Education: New university combats entrenched attitudes
by mahmood on 12/11/09 at 9:25 am
At Bahrain Polytechnic, a lecturer displays a controversial Ralph Lauren advertisement, in which a model’s waist appears smaller than her head and asks students how they would avoid a similar marketing debacle.
For further education in the Arab world, this is a fresh approach. Formal lectures and rote learning are the dominant teaching methods in public universities rather than the development of problem solving skills or practical knowledge.
But in the red and blue buildings of Bahrain Polytechnic, which was launched last year, teachers from New Zealand, Australia and the UK now offer pragmatic instruction in fields such as accounting, marketing and logistics for the first time.

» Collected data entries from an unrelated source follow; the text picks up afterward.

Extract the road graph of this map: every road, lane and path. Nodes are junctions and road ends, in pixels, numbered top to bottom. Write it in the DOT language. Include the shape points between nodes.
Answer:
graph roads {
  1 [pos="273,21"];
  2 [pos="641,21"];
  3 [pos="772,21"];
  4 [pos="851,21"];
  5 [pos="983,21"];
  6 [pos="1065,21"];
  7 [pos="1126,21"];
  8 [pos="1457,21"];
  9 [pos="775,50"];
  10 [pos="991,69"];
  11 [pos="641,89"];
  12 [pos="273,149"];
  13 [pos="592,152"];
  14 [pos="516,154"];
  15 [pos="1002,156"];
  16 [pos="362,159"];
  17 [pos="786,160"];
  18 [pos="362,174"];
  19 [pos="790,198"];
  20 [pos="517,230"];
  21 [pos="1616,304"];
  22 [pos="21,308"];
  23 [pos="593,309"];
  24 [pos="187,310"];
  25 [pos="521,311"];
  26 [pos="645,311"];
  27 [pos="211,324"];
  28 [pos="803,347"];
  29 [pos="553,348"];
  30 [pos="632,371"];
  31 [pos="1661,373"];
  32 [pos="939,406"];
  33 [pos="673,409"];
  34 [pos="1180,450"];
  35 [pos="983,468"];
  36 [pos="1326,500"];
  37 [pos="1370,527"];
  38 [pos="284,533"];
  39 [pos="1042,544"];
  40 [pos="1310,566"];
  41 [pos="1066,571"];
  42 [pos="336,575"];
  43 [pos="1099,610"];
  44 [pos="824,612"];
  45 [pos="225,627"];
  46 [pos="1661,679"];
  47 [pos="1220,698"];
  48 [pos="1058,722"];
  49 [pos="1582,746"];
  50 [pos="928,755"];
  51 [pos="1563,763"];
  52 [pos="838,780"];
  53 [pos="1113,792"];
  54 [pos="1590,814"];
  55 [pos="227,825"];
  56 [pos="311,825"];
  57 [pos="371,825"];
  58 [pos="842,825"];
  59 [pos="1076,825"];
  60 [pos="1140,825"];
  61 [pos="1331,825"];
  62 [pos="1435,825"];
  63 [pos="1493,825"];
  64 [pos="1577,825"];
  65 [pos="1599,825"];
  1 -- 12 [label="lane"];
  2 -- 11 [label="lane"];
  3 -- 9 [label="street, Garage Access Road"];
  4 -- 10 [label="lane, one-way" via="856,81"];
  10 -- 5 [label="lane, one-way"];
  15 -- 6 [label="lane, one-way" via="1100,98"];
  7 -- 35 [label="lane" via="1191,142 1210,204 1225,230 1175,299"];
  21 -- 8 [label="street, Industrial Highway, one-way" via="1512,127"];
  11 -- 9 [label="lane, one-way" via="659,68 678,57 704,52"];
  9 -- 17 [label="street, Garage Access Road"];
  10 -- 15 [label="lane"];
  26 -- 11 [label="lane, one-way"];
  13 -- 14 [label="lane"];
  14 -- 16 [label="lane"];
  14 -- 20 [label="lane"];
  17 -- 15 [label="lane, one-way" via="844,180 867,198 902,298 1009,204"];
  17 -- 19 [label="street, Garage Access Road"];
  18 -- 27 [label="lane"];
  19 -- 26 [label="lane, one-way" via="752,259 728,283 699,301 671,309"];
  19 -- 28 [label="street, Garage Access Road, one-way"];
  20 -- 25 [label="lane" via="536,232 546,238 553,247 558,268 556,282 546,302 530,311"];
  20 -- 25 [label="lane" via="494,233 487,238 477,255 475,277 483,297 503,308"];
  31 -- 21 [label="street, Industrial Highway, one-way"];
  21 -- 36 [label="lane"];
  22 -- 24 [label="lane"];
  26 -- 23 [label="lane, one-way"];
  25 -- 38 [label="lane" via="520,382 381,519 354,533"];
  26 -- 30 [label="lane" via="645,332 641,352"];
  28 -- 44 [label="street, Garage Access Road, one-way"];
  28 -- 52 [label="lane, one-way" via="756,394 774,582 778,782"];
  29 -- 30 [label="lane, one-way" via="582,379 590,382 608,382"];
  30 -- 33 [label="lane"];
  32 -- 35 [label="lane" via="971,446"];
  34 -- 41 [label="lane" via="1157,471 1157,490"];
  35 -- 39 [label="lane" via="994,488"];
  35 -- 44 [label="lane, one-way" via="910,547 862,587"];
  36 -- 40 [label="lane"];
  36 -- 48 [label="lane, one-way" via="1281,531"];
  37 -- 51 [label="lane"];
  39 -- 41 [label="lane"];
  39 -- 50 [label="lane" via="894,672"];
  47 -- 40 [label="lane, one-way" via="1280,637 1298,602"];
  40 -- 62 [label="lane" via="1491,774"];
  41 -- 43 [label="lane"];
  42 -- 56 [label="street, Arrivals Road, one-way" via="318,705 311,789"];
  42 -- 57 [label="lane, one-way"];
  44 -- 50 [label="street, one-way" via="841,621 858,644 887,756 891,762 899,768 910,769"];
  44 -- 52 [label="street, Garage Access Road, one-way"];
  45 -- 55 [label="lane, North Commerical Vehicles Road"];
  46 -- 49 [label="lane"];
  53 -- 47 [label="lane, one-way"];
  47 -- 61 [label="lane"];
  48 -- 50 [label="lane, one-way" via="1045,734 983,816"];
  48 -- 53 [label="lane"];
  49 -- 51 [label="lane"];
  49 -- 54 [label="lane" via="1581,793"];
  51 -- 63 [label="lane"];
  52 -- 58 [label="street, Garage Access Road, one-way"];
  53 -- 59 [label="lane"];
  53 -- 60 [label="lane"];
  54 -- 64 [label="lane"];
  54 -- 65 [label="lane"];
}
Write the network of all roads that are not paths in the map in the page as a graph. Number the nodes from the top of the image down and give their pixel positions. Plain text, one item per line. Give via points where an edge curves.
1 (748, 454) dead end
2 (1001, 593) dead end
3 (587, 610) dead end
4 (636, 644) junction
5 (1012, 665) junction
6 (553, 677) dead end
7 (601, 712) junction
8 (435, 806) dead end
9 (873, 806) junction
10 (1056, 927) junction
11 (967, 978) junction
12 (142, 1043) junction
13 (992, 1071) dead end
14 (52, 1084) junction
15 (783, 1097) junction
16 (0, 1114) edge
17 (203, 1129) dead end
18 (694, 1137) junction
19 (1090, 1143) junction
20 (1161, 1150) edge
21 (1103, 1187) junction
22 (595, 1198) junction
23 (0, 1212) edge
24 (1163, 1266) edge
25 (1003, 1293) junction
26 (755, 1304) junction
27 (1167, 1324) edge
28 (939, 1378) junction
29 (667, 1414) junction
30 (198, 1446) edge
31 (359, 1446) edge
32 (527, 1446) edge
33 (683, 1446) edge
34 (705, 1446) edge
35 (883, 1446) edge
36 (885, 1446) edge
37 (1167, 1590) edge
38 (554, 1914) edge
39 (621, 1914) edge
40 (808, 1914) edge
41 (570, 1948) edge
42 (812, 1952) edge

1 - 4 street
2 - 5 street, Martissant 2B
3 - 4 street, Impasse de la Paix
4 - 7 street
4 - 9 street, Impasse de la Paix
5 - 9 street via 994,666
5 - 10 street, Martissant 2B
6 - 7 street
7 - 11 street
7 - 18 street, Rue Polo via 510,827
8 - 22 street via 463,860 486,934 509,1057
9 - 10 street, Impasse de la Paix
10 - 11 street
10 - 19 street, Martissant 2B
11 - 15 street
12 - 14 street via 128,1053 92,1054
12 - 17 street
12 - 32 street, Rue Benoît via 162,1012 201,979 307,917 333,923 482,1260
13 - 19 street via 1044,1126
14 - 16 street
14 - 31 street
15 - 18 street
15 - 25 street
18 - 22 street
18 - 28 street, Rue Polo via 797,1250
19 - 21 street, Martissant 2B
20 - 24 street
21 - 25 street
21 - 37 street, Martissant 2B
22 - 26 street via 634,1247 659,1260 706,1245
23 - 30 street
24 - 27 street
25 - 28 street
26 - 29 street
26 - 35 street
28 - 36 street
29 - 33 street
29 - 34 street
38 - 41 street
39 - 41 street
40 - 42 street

The university, which has 900 students, and expects 2,000 next year, is a focal point of the government’s National Education Reform, which aims to equip students for the needs of the workplace, rather than allowing them to accumulate academic credentials from hours in the classroom.
“We spoke with industries, searched jobs advertised in engineering and we developed a programme that Bahrain desperately needed,’’ says John Scott, chief executive of the school.
Bahrain is an island nation of around 1m people. Up to 100,000 Bahrainis will enter the workforce in the coming decade. In spite of government efforts to reduce employment from 16 to 4 percent, jobs remain elusive.
Unemployed men have joined street protests to demand jobs from the government.
But employers complain that few Bahrainis possess the skills they require, particularly technical or language skills, even with university degrees – in spite of numerous accounting programmes, up to 90 per cent of accountants are foreigners.
As many as 20 per cent of schools and 40 per cent of vocational training institutes are failing their students, according to an October report by the country’s newly established Quality Assurance Authority for Education and Training (QAAET).
“Education must be at the beating heart of national plans for the future,” Crown Prince Salman bin Hamad al-Khalifa, told delegates at an education conference last month. “It is in the interest of the country and the national economy to ensure a steady supply of skilled and qualified workers.”
Bahrain spends up to 11 per cent of its budget (BD4.2bn) on education. But spending on glamorous buildings and expensive programmes, sometimes costing as much as 20 per cent of the national budget, has produced unimpressive results in the Arab world, says a recent report by the UNDP.
In Bahrain and other Gulf states, oil wealth has created a culture in which nationals feel entitled to jobs, regardless of skills. While the problem in Bahrain is less acute – many Bahranis work as taxi drivers or shopkeepers – many trades such as plumbing and nursing are filled with foreign workers.
It is a mindset that Bahrain Polytechnic is trying to change. “We try to develop a culture that they are primarily responsible for their own future, not us,” says Mr Scott. “We also work with industry, which has to provide proper work environment.”
Key sectors with significant gaps include accounting, tourism and services, translation, conference organising and transport and freight logistics.
Other reforms include a teacher training programme, secondary school vocational training and the Quality Assurance Authority that periodically reviews academic standards.
Tamkeen, a BD66m fund established last year, helps fund the career development of university graduates, particularly for potential accountants.
Unlike in other Gulf states, Bahrainis make up 70 per cent of the country’s bankers, but the number of prestigious jobs does not match the demand from underskilled graduates. But with such expectations, it is hard to imagine Polytechnic students settling for a manual job.
The school, which currently runs two-year diploma courses, has had to promise to add a four-year degree to appease parents and students unimpressed with the lesser credential. School officials hope the mindset of students and employers will eventually change, but the reform process is still in its early stages.
Aside from the training, however, students see other advantages to studying at the Bahrain Polytechnic: “It is backed by the crown prince,” says Khalid al Khawaja, 19, a business student.
“I am sure they will find jobs for us.”